Il est difficile de retracer le détail des activités sillonnistes de Jean Remillieux car finalement peu de documents nous le donnent à voir dans son quotidien. Les textes de Victor Carlhian inclus dans l’ouvrage publié par son frère en 1916 demeurent beaucoup trop confinés dans le registre de la spiritualité pour qu’on puisse saisir le militant. Choisis par Laurent Remillieux, ces textes révèlent surtout la fascination que le clerc exerçait sur le laïc ou, à la limite, évoquent l’orientation que le futur prêtre désirait donner à sa carrière. On possède cependant une idée de la portée de son engagement puisqu’on sait qu’il écrivait dans le bulletin des sillonnistes lyonnais. Il est vrai que jusqu’à l’été 1908, la vie du grand séminaire le retint à l’écart du monde. Les visites que lui rendait Victor Carlhian se résumaient à de « courtes rencontres » au parloir, parfois à une promenade sur la terrasse qu’ils « arpent[aient] de long en large », le temps d’une conversation 153 . Il lui restait les vacances pour participer activement au mouvement sillonniste. Son attachement au Sillon se renforçait, jusqu’à se présenter comme inséparable de la réalisation de sa vocation religieuse. C’était lui qui donnait le ton de l’engagement familial et qui suivait le plus régulièrement possible le cours de la vie du Sillon lyonnais. Chaque fois que son frère aîné avait à participer plus directement au mouvement, il s’en référait à Jean pour lui demander des conseils théoriques ou pratiques sur la position qu’un clerc devait adopter au milieu de sillonnistes, sur la tâche apostolique qu’il devait remplir. En matière sillonniste, la correspondance familiale érigeait Jean Remillieux en référence pour le reste de la fratrie.

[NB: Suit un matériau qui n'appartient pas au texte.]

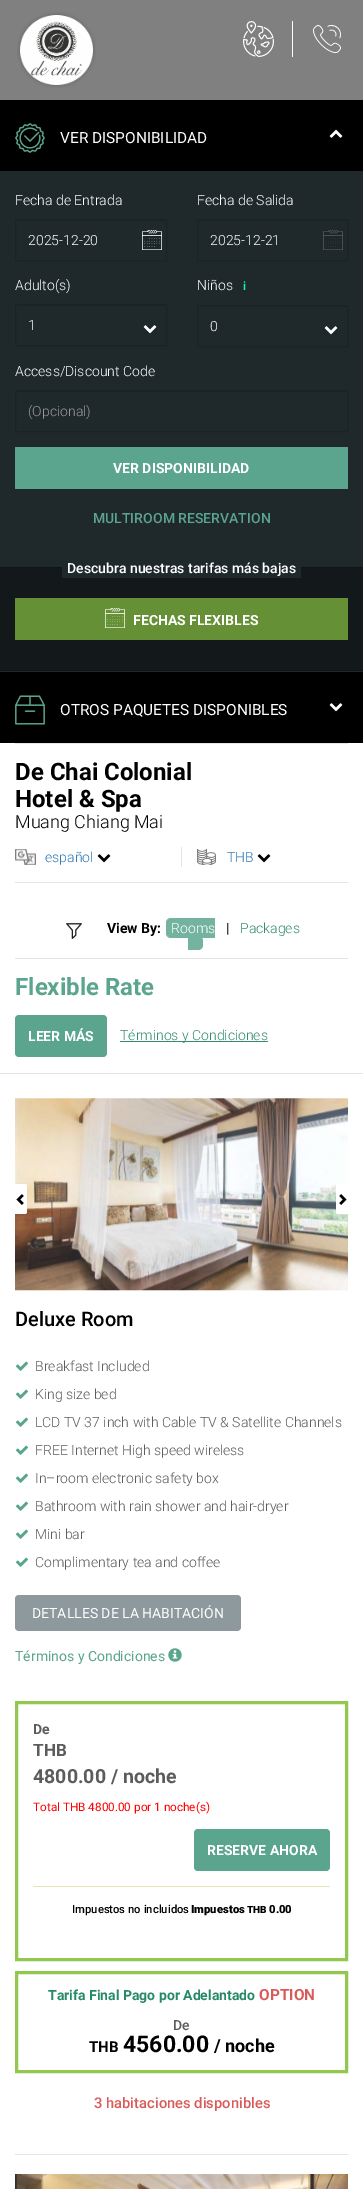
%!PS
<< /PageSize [363 2189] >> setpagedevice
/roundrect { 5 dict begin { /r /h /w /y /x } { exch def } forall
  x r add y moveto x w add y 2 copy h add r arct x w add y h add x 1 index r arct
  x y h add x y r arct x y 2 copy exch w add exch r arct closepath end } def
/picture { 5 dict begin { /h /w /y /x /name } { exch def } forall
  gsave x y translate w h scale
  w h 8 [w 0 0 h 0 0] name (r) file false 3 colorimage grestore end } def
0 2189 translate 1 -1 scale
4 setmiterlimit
1 setgray
0 0 363 2189 rectfill
0.502 setgray
0 0 363 100 rectfill
(img1.rgb) 17 12 79 76 picture
(img2.rgb) 243 21 31 36 picture
1 setgray
292 21 1 36 rectfill
(img3.rgb) 313 25 28 28 picture
0.122 0.161 0.169 setrgbcolor
0 171 363 501 rectfill
0 setgray
0 100 363 71 rectfill
(img4.rgb) 15 123 30 30 picture
/Roboto-Regular [15.4 0 0 -15.4 0 0] selectfont
1 setgray
60 143 moveto (VER DISPONIBILIDAD) show
(img5.rgb) 329 129 14 9 picture
/Roboto-Light [14 0 0 -14 0 0] selectfont
15 205 moveto (Fecha de Entrada) show
(img6.rgb) 142 230 20 20 picture
0.106 0.141 0.149 setrgbcolor
16 220 150 1 rectfill
0.102 0.137 0.145 setrgbcolor
15.5 219.5 151 41 0.5 roundrect stroke
1 setgray
28 245 moveto (2025-12-20) show
197 205 moveto (Fecha de Salida) show
(img7.rgb) 323 230 20 20 picture
0.106 0.141 0.149 setrgbcolor
198 220 149 1 rectfill
0.102 0.137 0.145 setrgbcolor
197.5 219.5 150 41 0.5 roundrect stroke
1 setgray
210 245 moveto (2025-12-21) show
15 290 moveto (Adulto\(s\)) show
0.106 0.141 0.149 setrgbcolor
16 305 150 1 rectfill
0.102 0.137 0.145 setrgbcolor
15.5 304.5 151 41 0.5 roundrect stroke
1 setgray
28 330 moveto (1) show
(img8.rgb) 143 325 14 9 picture
197 290 moveto (Niños) show
/Roboto-Medium [12 0 0 -12 0 0] selectfont
0.016 1 0.694 setrgbcolor
243 290 moveto (i) show
0.106 0.141 0.149 setrgbcolor
198 306 149 1 rectfill
0.102 0.137 0.145 setrgbcolor
197.5 305.5 150 41 0.5 roundrect stroke
/Roboto-Light [14 0 0 -14 0 0] selectfont
1 setgray
210 331 moveto (0) show
(img8.rgb) 324 326 14 9 picture
15 376 moveto (Access/Discount Code) show
0.106 0.141 0.149 setrgbcolor
16 391 331 1 rectfill
0.102 0.137 0.145 setrgbcolor
15.5 390.5 332 41 0.5 roundrect stroke
0.6 setgray
28 416 moveto (\(Opcional\)) show
0.357 0.647 0.557 setrgbcolor
15 447 333 42 1 roundrect fill
/Roboto-Bold [14 0 0 -14 0 0] selectfont
1 setgray
113 473 moveto (VER DISPONIBILIDAD) show
/Roboto-Medium [14 0 0 -14 0 0] selectfont
0.357 0.647 0.557 setrgbcolor
93 523 moveto (MULTIROOM RESERVATION) show
0.075 0.098 0.102 setrgbcolor
0 568 363 102 rectfill
0.059 0.078 0.082 setrgbcolor
0 567 363 1 rectfill
0 670 363 1 rectfill
0.122 0.161 0.169 setrgbcolor
62 567 239 11 rectfill
1 setgray
67 573 moveto (Descubra nuestras tarifas más bajas) show
0.4 0.565 0.208 setrgbcolor
15 598 333 42 1 roundrect fill
(img9.rgb) 105 608 20 20 picture
/Roboto-Bold [14 0 0 -14 0 0] selectfont
1 setgray
133 625 moveto (FECHAS FLEXIBLES) show
0 setgray
0 672 363 71 rectfill
(img10.rgb) 15 695 30 30 picture
/Roboto-Regular [15.4 0 0 -15.4 0 0] selectfont
1 setgray
60 715 moveto (OTROS PAQUETES DISPONIBLES) show
(img11.rgb) 329 703 14 9 picture
0.898 setgray
15 743 333 1 rectfill
15 882 333 1 rectfill
/Roboto-Bold [24 0 0 -24 0 0] selectfont
0 setgray
15 780 moveto (De Chai Colonial) show
15 807 moveto (Hotel & Spa) show
/Roboto-Light [18 0 0 -18 0 0] selectfont
15 828 moveto (Muang Chiang Mai) show
0.898 setgray
181 847 1 20 rectfill
(img12.rgb) 15 849 21 16 picture
/Roboto-Light [14 0 0 -14 0 0] selectfont
0.2 0.478 0.718 setrgbcolor
45 862 moveto (español) show
(img13.rgb) 97 854 14 9 picture
(img14.rgb) 197 849 19 16 picture
227 862 moveto (THB) show
(img13.rgb) 257 854 14 9 picture
0.898 setgray
15 958 333 1 rectfill
(img15.rgb) 66 923 16 16 picture
/Roboto-Bold [14 0 0 -14 0 0] selectfont
0 setgray
107 933 moveto (View By:) show
0.455 0.702 0.624 setrgbcolor
newpath 171 918 moveto 215 918 lineto 215 938 lineto 171 938 lineto 168 938 166 936 166 933 curveto 166 923 lineto 166 920 168 918 171 918 curveto closepath fill
/Roboto-Light [14 0 0 -14 0 0] selectfont
1 setgray
171 933 moveto (Rooms) show
0.455 0.702 0.624 setrgbcolor
newpath 188 936 moveto 198 936 lineto 201 936 203 938 203 941 curveto 203 945 lineto 203 948 201 950 198 950 curveto 188 950 lineto closepath fill
/Roboto-Bold [14 0 0 -14 0 0] selectfont
0 setgray
226 933 moveto (|) show
/Roboto-Light [14 0 0 -14 0 0] selectfont
0.204 0.553 0.443 setrgbcolor
240 933 moveto (Packages) show
0.898 setgray
0 1073 363 1 rectfill
/Roboto-Bold [24 0 0 -24 0 0] selectfont
0.357 0.647 0.557 setrgbcolor
15 995 moveto (Flexible Rate) show
15 1015 92 42 4 roundrect fill
/Roboto-Bold [14 0 0 -14 0 0] selectfont
1 setgray
28 1041 moveto (LEER MÁS) show
0.204 0.553 0.443 setrgbcolor
120 1041 148 1 rectfill
/Roboto-Light [14 0 0 -14 0 0] selectfont
120 1040 moveto (Términos y Condiciones) show
0.898 setgray
15 2154 333 1 rectfill
(img16.rgb) 15 1098 333 193 picture
1 setgray
newpath 15 1184 moveto 25 1184 lineto 26 1184 27 1185 27 1186 curveto 27 1212 lineto 27 1213 26 1214 25 1214 curveto 15 1214 lineto closepath fill
(img17.rgb) 16 1194 8 11 picture
newpath 338 1184 moveto 348 1184 lineto 348 1214 lineto 338 1214 lineto 337 1214 336 1213 336 1212 curveto 336 1186 lineto 336 1185 337 1184 338 1184 curveto closepath fill
(img18.rgb) 339 1194 8 11 picture
/Roboto-Medium [20 0 0 -20 0 0] selectfont
0 setgray
15 1326 moveto (Deluxe Room) show
(img19.rgb) 16 1361 12 10 picture
/Roboto-Light [14 0 0 -14 0 0] selectfont
0.361 setgray
35 1371 moveto (Breakfast Included) show
(img19.rgb) 16 1389 12 10 picture
35 1399 moveto (King size bed) show
(img19.rgb) 16 1417 12 10 picture
35 1427 moveto (LCD TV 37 inch with Cable TV & Satellite Channels) show
(img19.rgb) 16 1445 12 10 picture
35 1455 moveto (FREE Internet High speed wireless) show
(img19.rgb) 16 1473 12 10 picture
35 1483 moveto (In–room electronic safety box) show
(img19.rgb) 16 1501 12 10 picture
35 1511 moveto (Bathroom with rain shower and hair-dryer) show
(img19.rgb) 16 1529 12 10 picture
35 1539 moveto (Mini bar) show
(img19.rgb) 16 1557 12 10 picture
35 1567 moveto (Complimentary tea and coffee) show
0.553 0.6 0.612 setrgbcolor
15 1595 226 36 4 roundrect fill
/Roboto-Regular [14 0 0 -14 0 0] selectfont
1 setgray
32 1618 moveto (DETALLES DE LA HABITACIÓN) show
0.357 0.647 0.557 setrgbcolor
15 1661 moveto (Términos y Condiciones) show
(img20.rgb) 168 1648 14 14 picture
0.573 0.784 0.314 setrgbcolor
3 setlinewidth
16.5 1702.5 330 257 rectstroke
/Roboto-Bold [14 0 0 -14 0 0] selectfont
0.361 setgray
33 1734 moveto (De) show
/Roboto-Bold [17 0 0 -17 0 0] selectfont
33 1756 moveto (THB) show
/Roboto-Bold [19.5 0 0 -19.5 0 0] selectfont
33 1783 moveto (4800.00 / noche) show
/Roboto-Regular [11.75 0 0 -11.75 0 0] selectfont
1 0 0 setrgbcolor
33 1811 moveto (Total THB 4800.00 por 1 noche\(s\)) show
0.357 0.647 0.557 setrgbcolor
194 1829 136 42 4 roundrect fill
/Roboto-Bold [14 0 0 -14 0 0] selectfont
1 setgray
207 1855 moveto (RESERVE AHORA) show
0.914 0.89 0.71 setrgbcolor
33 1886 297 1 rectfill
/Roboto-Medium [11.25 0 0 -11.25 0 0] selectfont
0 setgray
72 1913 moveto (Impuestos no incluidos) show
/Roboto-Black [11.25 0 0 -11.25 0 0] selectfont
191 1913 moveto (Impuestos) show
/Roboto-Black [10 0 0 -10 0 0] selectfont
247 1913 moveto (THB) show
/Roboto-Black [11.25 0 0 -11.25 0 0] selectfont
269 1913 moveto (0.00) show
0.573 0.784 0.314 setrgbcolor
16.5 1972.5 330 99 rectstroke
/Roboto-Bold [14 0 0 -14 0 0] selectfont
0.149 0.537 0.416 setrgbcolor
48 2000 moveto (Tarifa Final Pago por Adelantado) show
/Roboto-Bold [15.4 0 0 -15.4 0 0] selectfont
0.855 0.353 0.353 setrgbcolor
259 2000 moveto (OPTION) show
/Roboto-Medium [14 0 0 -14 0 0] selectfont
0.361 setgray
173 2030 moveto (De) show
/Roboto-Bold [15 0 0 -15 0 0] selectfont
0 setgray
89 2052 moveto (THB) show
/Roboto-Bold [23 0 0 -23 0 0] selectfont
123 2052 moveto (4560.00) show
/Roboto-Bold [18 0 0 -18 0 0] selectfont
214 2052 moveto (/ noche) show
/Roboto-Medium [14.75 0 0 -14.75 0 0] selectfont
0.855 0.353 0.353 setrgbcolor
94 2108 moveto (3 habitaciones disponibles) show
(img21.rgb) 15 2174 333 15 picture
showpage
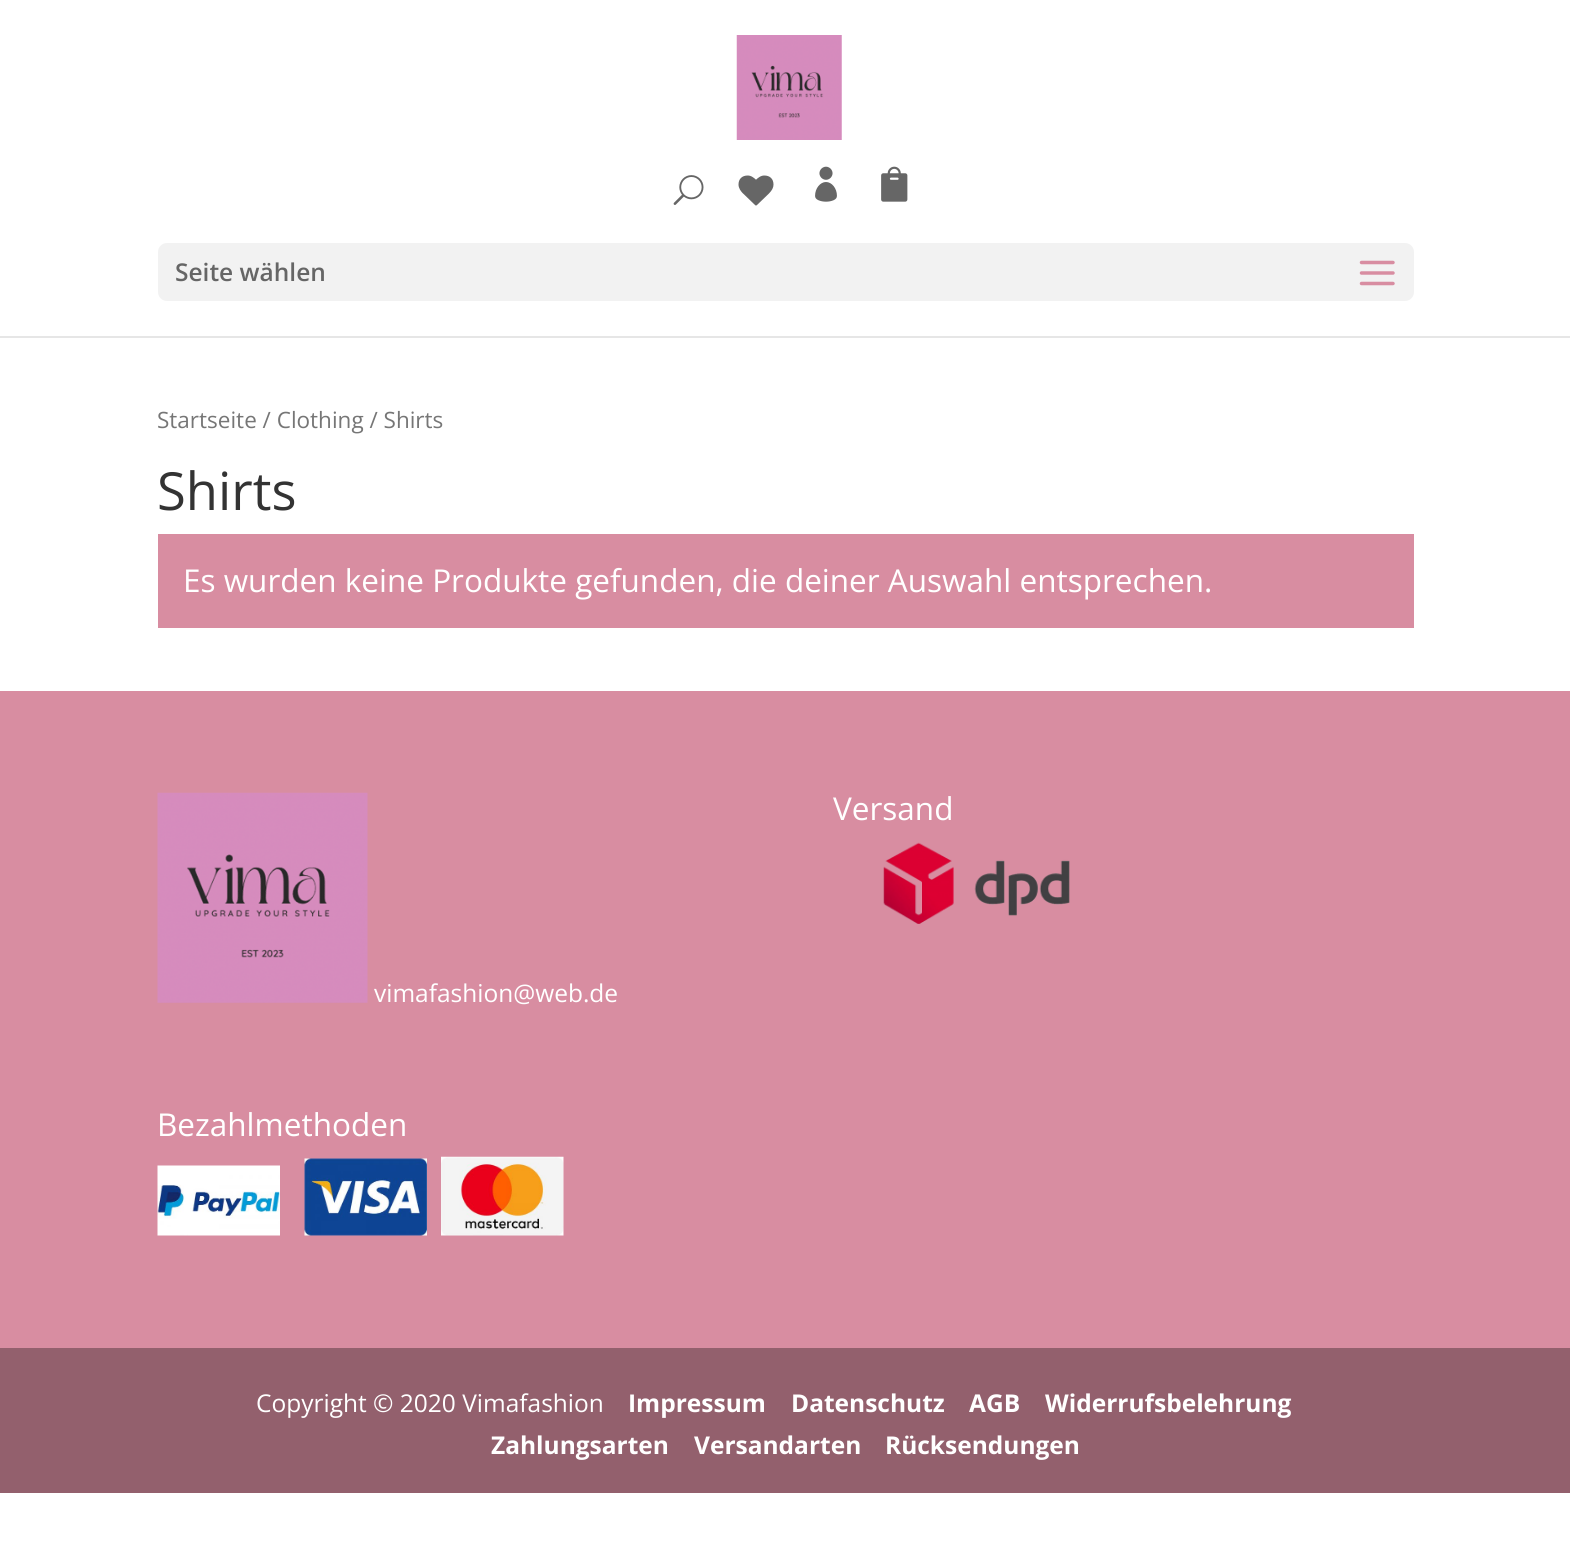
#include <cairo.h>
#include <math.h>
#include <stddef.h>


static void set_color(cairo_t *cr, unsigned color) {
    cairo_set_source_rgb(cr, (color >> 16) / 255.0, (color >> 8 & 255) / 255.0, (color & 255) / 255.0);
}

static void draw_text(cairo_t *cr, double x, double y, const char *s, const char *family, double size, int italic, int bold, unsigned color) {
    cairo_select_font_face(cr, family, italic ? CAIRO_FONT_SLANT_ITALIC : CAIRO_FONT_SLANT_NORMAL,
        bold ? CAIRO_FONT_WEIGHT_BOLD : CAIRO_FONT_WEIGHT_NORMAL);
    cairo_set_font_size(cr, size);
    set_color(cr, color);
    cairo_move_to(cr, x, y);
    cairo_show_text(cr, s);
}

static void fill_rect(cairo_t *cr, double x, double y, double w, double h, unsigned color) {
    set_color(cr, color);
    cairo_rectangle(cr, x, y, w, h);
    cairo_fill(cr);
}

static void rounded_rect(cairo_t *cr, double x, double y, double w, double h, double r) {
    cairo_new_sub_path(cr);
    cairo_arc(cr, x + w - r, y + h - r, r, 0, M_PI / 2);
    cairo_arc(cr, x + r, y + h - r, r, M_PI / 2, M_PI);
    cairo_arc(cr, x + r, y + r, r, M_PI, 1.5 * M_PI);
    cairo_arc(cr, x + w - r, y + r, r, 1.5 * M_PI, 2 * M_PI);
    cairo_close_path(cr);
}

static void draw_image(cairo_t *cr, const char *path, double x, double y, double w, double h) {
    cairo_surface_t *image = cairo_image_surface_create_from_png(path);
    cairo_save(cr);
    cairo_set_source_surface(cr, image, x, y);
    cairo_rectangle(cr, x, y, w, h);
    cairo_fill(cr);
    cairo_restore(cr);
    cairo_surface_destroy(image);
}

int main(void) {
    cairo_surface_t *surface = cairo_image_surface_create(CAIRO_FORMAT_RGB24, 1570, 1557);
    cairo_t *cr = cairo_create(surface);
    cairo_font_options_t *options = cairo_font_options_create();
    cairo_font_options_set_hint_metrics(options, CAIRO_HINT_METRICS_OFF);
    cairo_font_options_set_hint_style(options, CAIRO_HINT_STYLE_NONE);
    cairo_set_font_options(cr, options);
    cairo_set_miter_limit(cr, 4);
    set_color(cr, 0xFFFFFF);
    cairo_paint(cr);
    set_color(cr, 0xE6E6E6);
    cairo_new_path(cr);
    cairo_move_to(cr, 0, 336);
    cairo_line_to(cr, 0, 338);
    cairo_line_to(cr, 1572, 338);
    cairo_line_to(cr, 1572, 2);
    cairo_line_to(cr, 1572, 336);
    cairo_close_path(cr);
    cairo_fill(cr);
    draw_image(cr, "assets/img1.png", 736, 35, 106, 105);
    draw_image(cr, "assets/img2.png", 673, 175, 31, 30);
    draw_image(cr, "assets/img3.png", 738, 175, 36, 31);
    draw_image(cr, "assets/img4.png", 815, 166, 22, 36);
    draw_image(cr, "assets/img5.png", 881, 166, 27, 36);
    set_color(cr, 0xF2F2F2);
    rounded_rect(cr, 158, 243, 1256, 58, 9);
    cairo_fill(cr);
    draw_text(cr, 175, 281, "Seite wählen", "Open Sans SemiBold", 24.5, 0, 0, 0x666666);
    draw_image(cr, "assets/img6.png", 1359, 260, 36, 26);
    draw_text(cr, 157, 428, "Startseite / Clothing / Shirts", "Open Sans", 22.5, 0, 0, 0x767676);
    draw_text(cr, 157, 510, "Shirts", "Open Sans", 52.5, 0, 0, 0x333333);
    fill_rect(cr, 158, 534, 1256, 94, 0xD88DA1);
    draw_text(cr, 183, 592, "Es wurden keine Produkte gefunden, die deiner Auswahl entsprechen.", "Open Sans", 31.5, 0, 0, 0xFFFFFF);
    fill_rect(cr, 0, 691, 1570, 657, 0xD88DA1);
    draw_text(cr, 833, 820, "Versand", "Open Sans", 31.5, 0, 0, 0xFFFFFF);
    draw_image(cr, "assets/img7.png", 883, 842, 187, 82);
    draw_image(cr, "assets/img8.png", 157, 792, 211, 211);
    draw_text(cr, 374, 1002, "vimafashion@web.de", "Open Sans", 24.5, 0, 0, 0xFFFFFF);
    draw_text(cr, 157, 1136, "Bezahlmethoden", "Open Sans", 31.5, 0, 0, 0xFFFFFF);
    draw_image(cr, "assets/img9.png", 157, 1165, 123, 71);
    draw_image(cr, "assets/img10.png", 304, 1158, 123, 78);
    draw_image(cr, "assets/img11.png", 441, 1156, 123, 80);
    fill_rect(cr, 0, 1348, 1570, 145, 0x93606D);
    draw_text(cr, 256, 1412, "Copyright © 2020 Vimafashion", "Open Sans", 24.5, 0, 0, 0xFFFFFF);
    draw_text(cr, 628, 1412, "Impressum", "Open Sans", 24.5, 0, 1, 0xFFFFFF);
    draw_text(cr, 791, 1412, "Datenschutz", "Open Sans", 24.5, 0, 1, 0xFFFFFF);
    draw_text(cr, 969, 1412, "AGB", "Open Sans", 24.5, 0, 1, 0xFFFFFF);
    draw_text(cr, 1045, 1412, "Widerrufsbelehrung", "Open Sans", 24.5, 0, 1, 0xFFFFFF);
    draw_text(cr, 491, 1454, "Zahlungsarten", "Open Sans", 24.5, 0, 1, 0xFFFFFF);
    draw_text(cr, 694, 1454, "Versandarten", "Open Sans", 24.5, 0, 1, 0xFFFFFF);
    draw_text(cr, 885, 1454, "Rücksendungen", "Open Sans", 24.5, 0, 1, 0xFFFFFF);
    cairo_surface_write_to_png(surface, "output.png");
    cairo_font_options_destroy(options);
    cairo_destroy(cr);
    cairo_surface_destroy(surface);
    return 0;
}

En octobre 1909, Jean Remillieux intégrait le Séminaire universitaire et le surcroît de liberté qu’il en obtenait était investi dans la préparation du congrès de novembre 1909. Les circonstances de la tenue de ce troisième congrès sillonniste organisé à Lyon étaient pourtant largement défavorables aux sillonnistes lyonnais. Gatien Goyard a rappelé le climat d’hostilité qui l’environna 154 . Le sentiment de former une minorité victime de critiques infondées avivait la fibre sillonniste de la famille Remillieux au lieu de la décourager. Le congrès de novembre 1909 constitua un moment fort de l’histoire familiale. Sujet essentiel de bien des lettres écrites par tous les membres de la famille entre août et décembre 1909, le congrès cristallisa la solidarité familiale autour du Sillon et confirma le rôle incitateur des deux frères destinés à la carrière ecclésiastique. Laurent Remillieux, retenu ailleurs par ses obligations professionnelles, suivait de loin les efforts familiaux, multipliant les conseils et les encouragements. Mais Jean Remillieux, sur place, coordonnait l’ensemble des activités. Dès le mois d’août, il annonçait à Laurent, qui passait ses vacances à Berlin, la mise en route de l’organisation du congrès : il fallait assurer son annonce et toute la famille collaborait aux tâches de propagande en commençant par préparer les enveloppes qui seraient envoyées aux participants potentiels. La lettre avait débuté par une antienne familière, plaçant en exergue des souhaits familiaux la réalisation conjointe de la vocation religieuse des deux frères et la réussite du Sillon.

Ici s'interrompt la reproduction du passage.